Eight of the show's characters are featured in isolated portraits much like the character-based one-sheets we've seen for comic book films and other summer tentpoles. Typically, each character-based poster displays a distilled rendering of pure good, pure evil, or "sexy bitch" (a relatively modern archetype that is prevalent in many of today's action films). But while Ockenfels' Mad Men portraits utilize a similar approach to action film one-sheets, the character theming isn't so one-dimensional. Instead, his portraits act as still life (the emphasis being on "life") where the fixed subjects are nearly as complex as their moving counterparts from the show. That these actors can convey such complexity in a single, still pose is a credit to the immense talent of the players, the photographer, and the quality of the series on the whole.
Of great interest to me is the portrait of Don Draper. When the show drew a parallel between the death of JFK and Betty's discovery of Don's secret origin, the dissolution of their marriage, and the sale of the firm, I wondered if it might signal the figurative death of the Don Draper persona. At the very least, Don's status as a patriarchal superpower was diminished when he succumbed to both Betty and Peggy at the season's end. In Ockenfels' portrait, Don's eyes betray him as a wounded man. His stance—head down and his face partially shielded by his hand— further accentuates his state of mind going into season four. Don has rarely appeared so weak.
But if Don's portrait aludes to the era's movement away from über-masculinity and patriarchal sentiment, it is the portraits of Peggy and Pete that embody the other side of the equation: JFK's New Frontier and their roles as leaders in it. Where Don's portrait reveals the emotionally damaged face of Dick Whitman (which had always been hidden behind the façade of Don), Peggy and Pete stand with so much confidence, attitude, and swagger that they may as well be wearing capes. Peggy, in particular, stands strong, empowered, and confident in a pose that recalls Darwyn Cooke's rendering of Wonder Woman in his own riff on the societal changes of the era aptly titled The New Frontier. It's Pete and Peggy who've see the revolution coming and they have moved quickly to establish their roles in a swifly changing society.
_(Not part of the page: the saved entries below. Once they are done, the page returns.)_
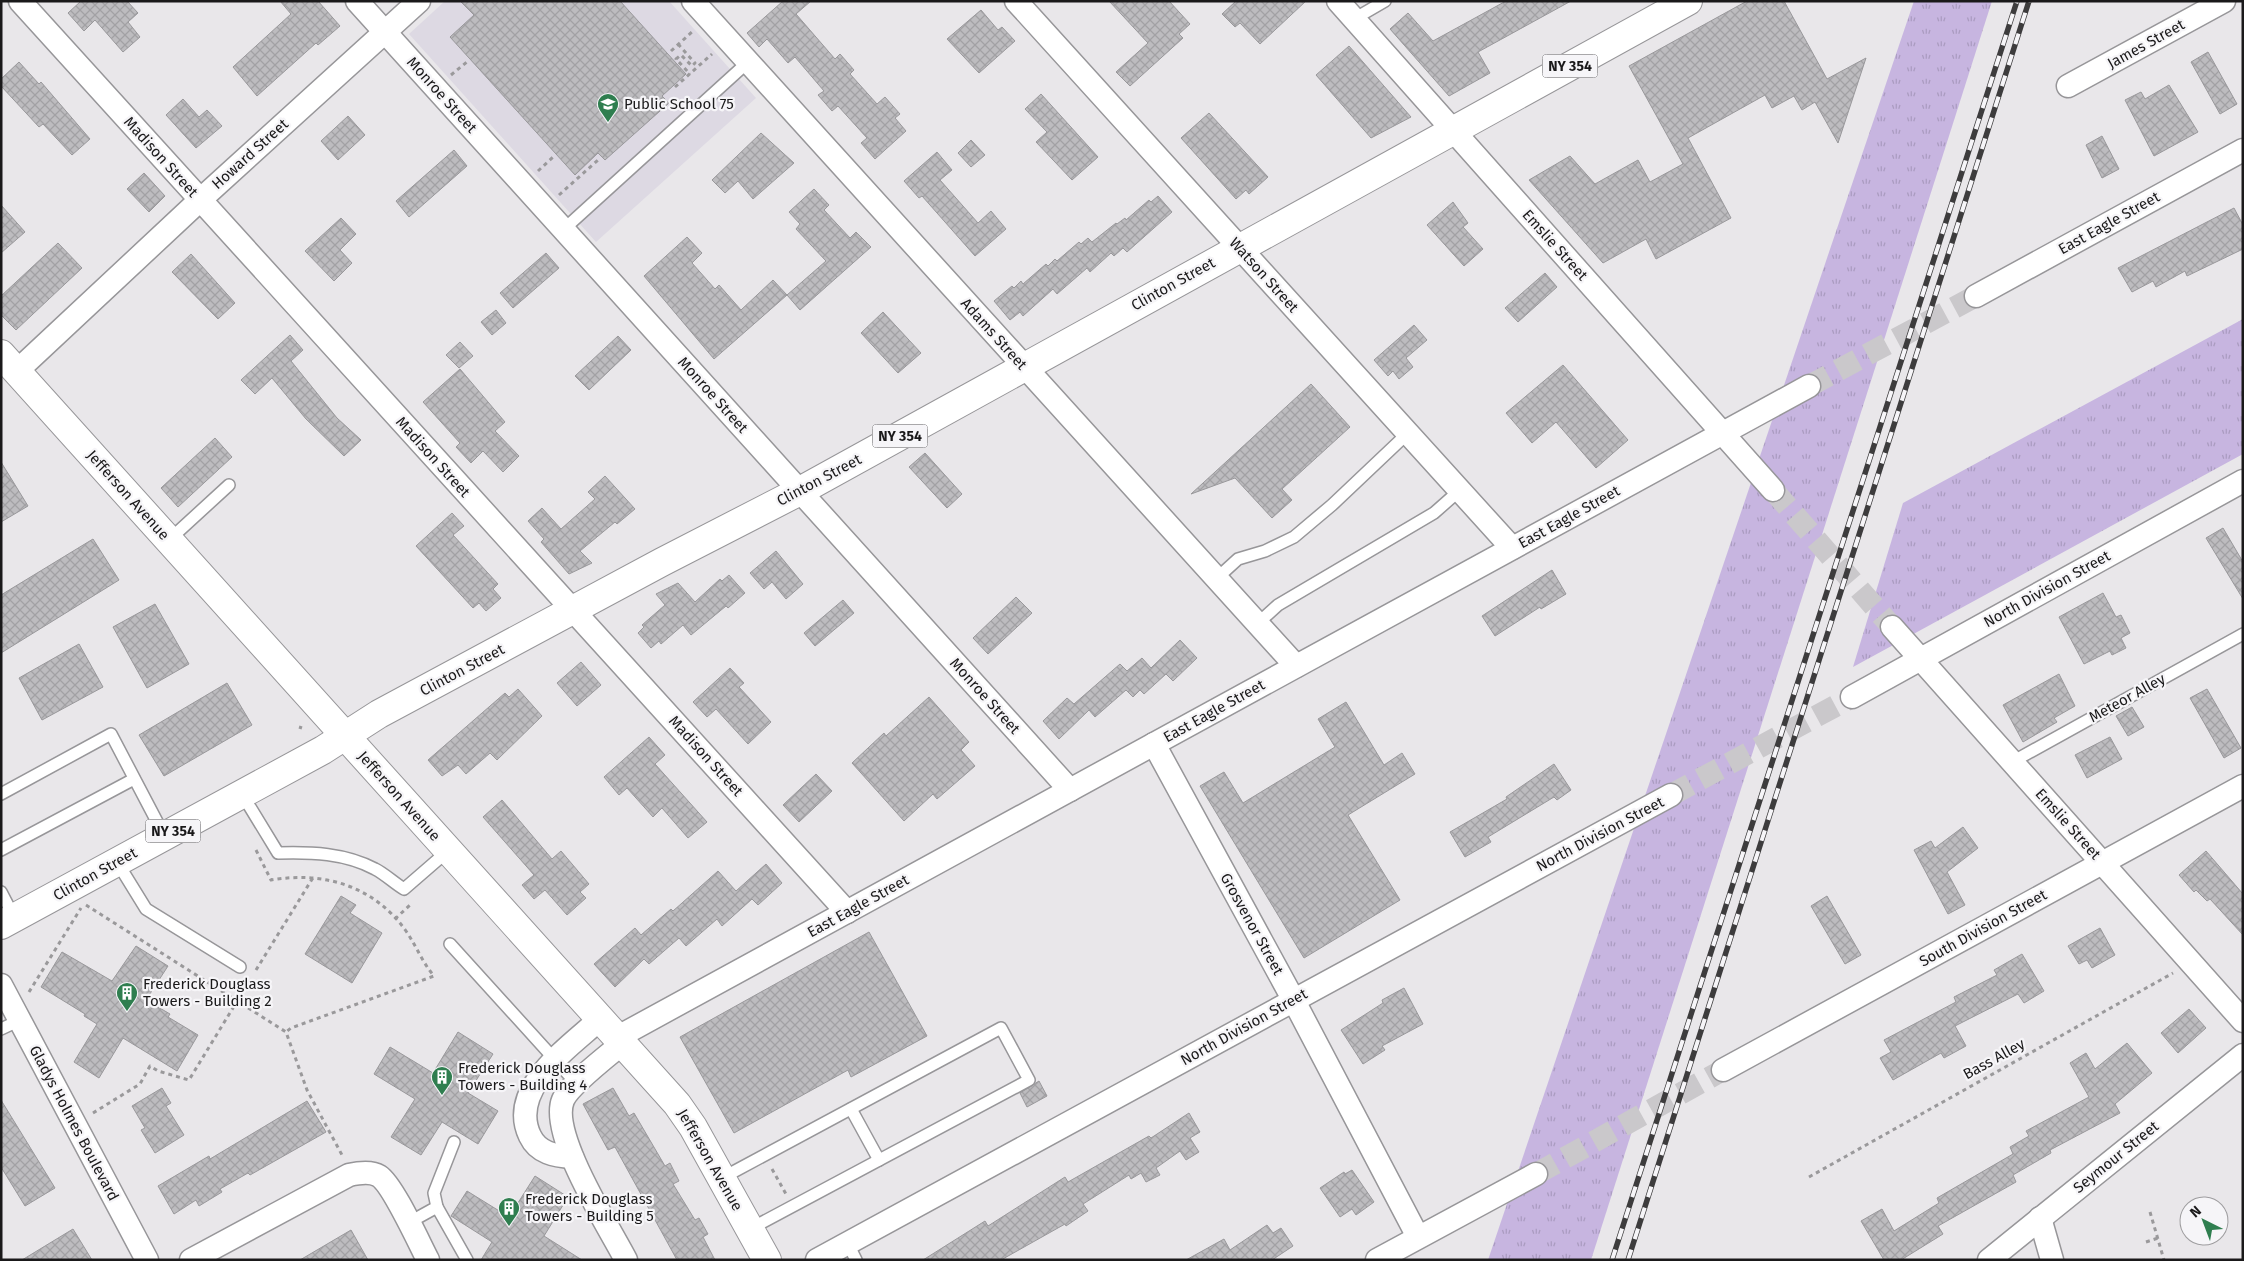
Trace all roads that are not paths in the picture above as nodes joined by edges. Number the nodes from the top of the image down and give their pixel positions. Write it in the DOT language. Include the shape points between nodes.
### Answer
graph roads {
  1 [pos="20,1"];
  2 [pos="357,1"];
  3 [pos="419,1"];
  4 [pos="693,1"];
  5 [pos="1016,1"];
  6 [pos="1338,1"];
  7 [pos="1386,1"];
  8 [pos="1688,1"];
  9 [pos="2224,1"];
  10 [pos="1354,19"];
  11 [pos="385,32"];
  12 [pos="748,62"];
  13 [pos="2068,86"];
  14 [pos="1453,131"];
  15 [pos="2243,150"];
  16 [pos="200,200"];
  17 [pos="564,230"];
  18 [pos="1239,247"];
  19 [pos="1976,296"];
  20 [pos="9,362"];
  21 [pos="1024,367"];
  22 [pos="1809,386"];
  23 [pos="1408,433"];
  24 [pos="1722,433"];
  25 [pos="2243,481"];
  26 [pos="229,485"];
  27 [pos="1460,490"];
  28 [pos="1773,490"];
  29 [pos="800,491"];
  30 [pos="169,540"];
  31 [pos="1512,548"];
  32 [pos="1216,578"];
  33 [pos="572,610"];
  34 [pos="1257,624"];
  35 [pos="1892,627"];
  36 [pos="2243,634"];
  37 [pos="1921,660"];
  38 [pos="1296,666"];
  39 [pos="1852,697"];
  40 [pos="345,736"];
  41 [pos="1154,744"];
  42 [pos="2012,762"];
  43 [pos="134,779"];
  44 [pos="2243,786"];
  45 [pos="1070,790"];
  46 [pos="1,794"];
  47 [pos="242,794"];
  48 [pos="1671,795"];
  49 [pos="164,836"];
  50 [pos="1,850"];
  51 [pos="449,850"];
  52 [pos="117,862"];
  53 [pos="2102,862"];
  54 [pos="1,892"];
  55 [pos="847,912"];
  56 [pos="8,922"];
  57 [pos="450,944"];
  58 [pos="240,967"];
  59 [pos="1,986"];
  60 [pos="1293,1000"];
  61 [pos="2243,1021"];
  62 [pos="10,1024"];
  63 [pos="614,1032"];
  64 [pos="2243,1055"];
  65 [pos="555,1061"];
  66 [pos="1723,1070"];
  67 [pos="577,1084"];
  68 [pos="851,1108"];
  69 [pos="454,1142"];
  70 [pos="572,1157"];
  71 [pos="879,1160"];
  72 [pos="1536,1174"];
  73 [pos="722,1178"];
  74 [pos="437,1207"];
  75 [pos="2040,1218"];
  76 [pos="408,1223"];
  77 [pos="750,1229"];
  78 [pos="1418,1237"];
  79 [pos="852,1252"];
  80 [pos="147,1260"];
  81 [pos="191,1260"];
  82 [pos="428,1260"];
  83 [pos="467,1260"];
  84 [pos="626,1260"];
  85 [pos="767,1260"];
  86 [pos="817,1260"];
  87 [pos="1377,1260"];
  88 [pos="1989,1260"];
  89 [pos="2052,1260"];
  1 -- 16 [label="street, Madison Street"];
  2 -- 11 [label="street, Monroe Street"];
  3 -- 11 [label="street, Howard Street"];
  4 -- 12 [label="street, Adams Street"];
  5 -- 18 [label="street, Watson Street"];
  6 -- 10 [label="street, Emslie Street"];
  7 -- 10 [label="lane"];
  8 -- 14 [label="main road, Clinton Street / NY 354"];
  9 -- 13 [label="street, James Street"];
  10 -- 14 [label="street, Emslie Street"];
  11 -- 16 [label="street, Howard Street"];
  11 -- 17 [label="street, Monroe Street"];
  12 -- 17 [label="lane"];
  12 -- 21 [label="street, Adams Street"];
  14 -- 18 [label="main road, Clinton Street / NY 354"];
  14 -- 24 [label="street, Emslie Street"];
  15 -- 19 [label="street, East Eagle Street"];
  16 -- 20 [label="street, Howard Street"];
  16 -- 33 [label="street, Madison Street"];
  17 -- 29 [label="street, Monroe Street"];
  18 -- 21 [label="main road, Clinton Street / NY 354"];
  18 -- 23 [label="street, Watson Street"];
  20 -- 30 [label="main road, Jefferson Avenue"];
  21 -- 29 [label="main road, Clinton Street / NY 354"];
  21 -- 32 [label="street, Adams Street"];
  22 -- 24 [label="street, East Eagle Street"];
  23 -- 27 [label="street, Watson Street"];
  23 -- 32 [label="lane" via="1294,537 1266,551 1238,559"];
  24 -- 28 [label="street, Emslie Street"];
  24 -- 31 [label="street, East Eagle Street"];
  25 -- 37 [label="street, North Division Street"];
  26 -- 30 [label="lane"];
  27 -- 31 [label="street, Watson Street"];
  27 -- 34 [label="lane" via="1434,513 1278,605"];
  29 -- 33 [label="main road, Clinton Street / NY 354"];
  29 -- 45 [label="street, Monroe Street"];
  30 -- 40 [label="main road, Jefferson Avenue"];
  31 -- 38 [label="street, East Eagle Street"];
  32 -- 34 [label="street, Adams Street"];
  33 -- 40 [label="main road, Clinton Street / NY 354" via="379,714"];
  33 -- 55 [label="street, Madison Street"];
  34 -- 38 [label="street, Adams Street"];
  35 -- 37 [label="street, Emslie Street"];
  36 -- 42 [label="lane, Meteor Alley"];
  37 -- 39 [label="street, North Division Street"];
  37 -- 42 [label="street, Emslie Street"];
  38 -- 41 [label="street, East Eagle Street"];
  40 -- 47 [label="main road, Clinton Street / NY 354"];
  40 -- 51 [label="main road, Jefferson Avenue"];
  41 -- 45 [label="street, East Eagle Street"];
  41 -- 60 [label="street, Grosvenor Street"];
  42 -- 53 [label="street, Emslie Street"];
  43 -- 46 [label="lane" via="111,734"];
  43 -- 49 [label="lane"];
  43 -- 50 [label="lane"];
  44 -- 53 [label="street, South Division Street"];
  45 -- 55 [label="street, East Eagle Street"];
  47 -- 49 [label="main road, Clinton Street / NY 354"];
  47 -- 51 [label="lane" via="278,853 310,852 343,857 376,869 404,889"];
  48 -- 60 [label="street, North Division Street"];
  49 -- 52 [label="main road, Clinton Street / NY 354"];
  51 -- 63 [label="main road, Jefferson Avenue"];
  52 -- 56 [label="main road, Clinton Street / NY 354"];
  52 -- 58 [label="lane" via="146,909"];
  53 -- 61 [label="street, Emslie Street"];
  53 -- 66 [label="street, South Division Street"];
  54 -- 56 [label="lane"];
  55 -- 63 [label="street, East Eagle Street"];
  57 -- 65 [label="lane"];
  59 -- 62 [label="street, Gladys Holmes Boulevard"];
  60 -- 78 [label="street, Grosvenor Street"];
  60 -- 79 [label="street, North Division Street"];
  62 -- 80 [label="street, Gladys Holmes Boulevard"];
  63 -- 65 [label="street, East Eagle Street"];
  63 -- 67 [label="street, East Eagle Street"];
  63 -- 73 [label="main road, Jefferson Avenue" via="686,1116"];
  64 -- 75 [label="street, Seymour Street"];
  65 -- 67 [label="lane"];
  65 -- 70 [label="street, East Eagle Street" via="534,1083 527,1100 525,1120 531,1138 542,1150 553,1156"];
  67 -- 70 [label="street, East Eagle Street" via="564,1098 560,1115"];
  68 -- 71 [label="lane"];
  68 -- 71 [label="lane" via="1001,1028 1029,1080"];
  68 -- 73 [label="lane"];
  69 -- 74 [label="lane" via="434,1193"];
  70 -- 84 [label="street, East Eagle Street"];
  71 -- 77 [label="lane"];
  72 -- 78 [label="street"];
  73 -- 77 [label="main road, Jefferson Avenue"];
  74 -- 76 [label="lane"];
  74 -- 83 [label="lane"];
  75 -- 88 [label="street, Seymour Street"];
  75 -- 89 [label="street"];
  76 -- 81 [label="street" via="389,1187 379,1176 364,1172 349,1174"];
  76 -- 82 [label="street"];
  77 -- 85 [label="main road, Jefferson Avenue"];
  78 -- 87 [label="street"];
  79 -- 86 [label="street, North Division Street"];
}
Ockenfels also captures the key players in a group of still life scenes that portray each character's power or lack of it. In one scene, Joan is placed in a literal spotlight where her physical and material opulence can be better grasped. Joan looks to the viewer, recognizing that her power as an attention-getting object extends beyond the world within the photograph. Peggy isn't included in this display of sexual power, but the look on her face, and her interest in something outside of the frame, lets us in on her indifference to such a display. In another scene, Peggy is relegated to the background as Betty and Joan dominate the room with their striking beauty. That Peggy can occupy the space with these two women is a fantastic testament to her growth as a character. She may not be in their class, physically, but in this burgeoning era of feminism and sexual equality, Peggy is a powerhouse. Equally fascinating to their scenes together are the images of these characters in isolation, especially those of the three women.
Betty Draper, a woman whose identity was defined by her role as the wife of a powerful man, is reduced to near silhouette as she sits alone. The blonde of her hair, cream of her skin, and silken luxery of her dress blend together to illustrate Betty's complete loss of power that comes with the loss of her marriage. She can apply the image of sexuality to her frame on command, but it's only a façade to conceal what she lacks in actual identity.
The difference between Betty and Joan is that Joan doesn't allow the men in her life to define her level of power (with one, brief exception). Joan's power is all in the aesthetics, which she just happens to be in complete mastery of. Joan's scene alone finds her re-applying perfection before returning to the room she so clearly owns.
Ockenfels' shot of Peggy on the staircase is my favorite of the group. Unlike Joan and, to some degree, Betty, it's not Peggy's sexuality that gives her definition. Peggy is tough and self-assured and has no compunction with carving out her own space in the world, wherever she damn well pleases (here, she takes the stairs). It's Peggy's self-confidence that attracts the look from the man at the bottom of the image. But Peggy doesn't need to be looked at to hold power; she needn't return his look.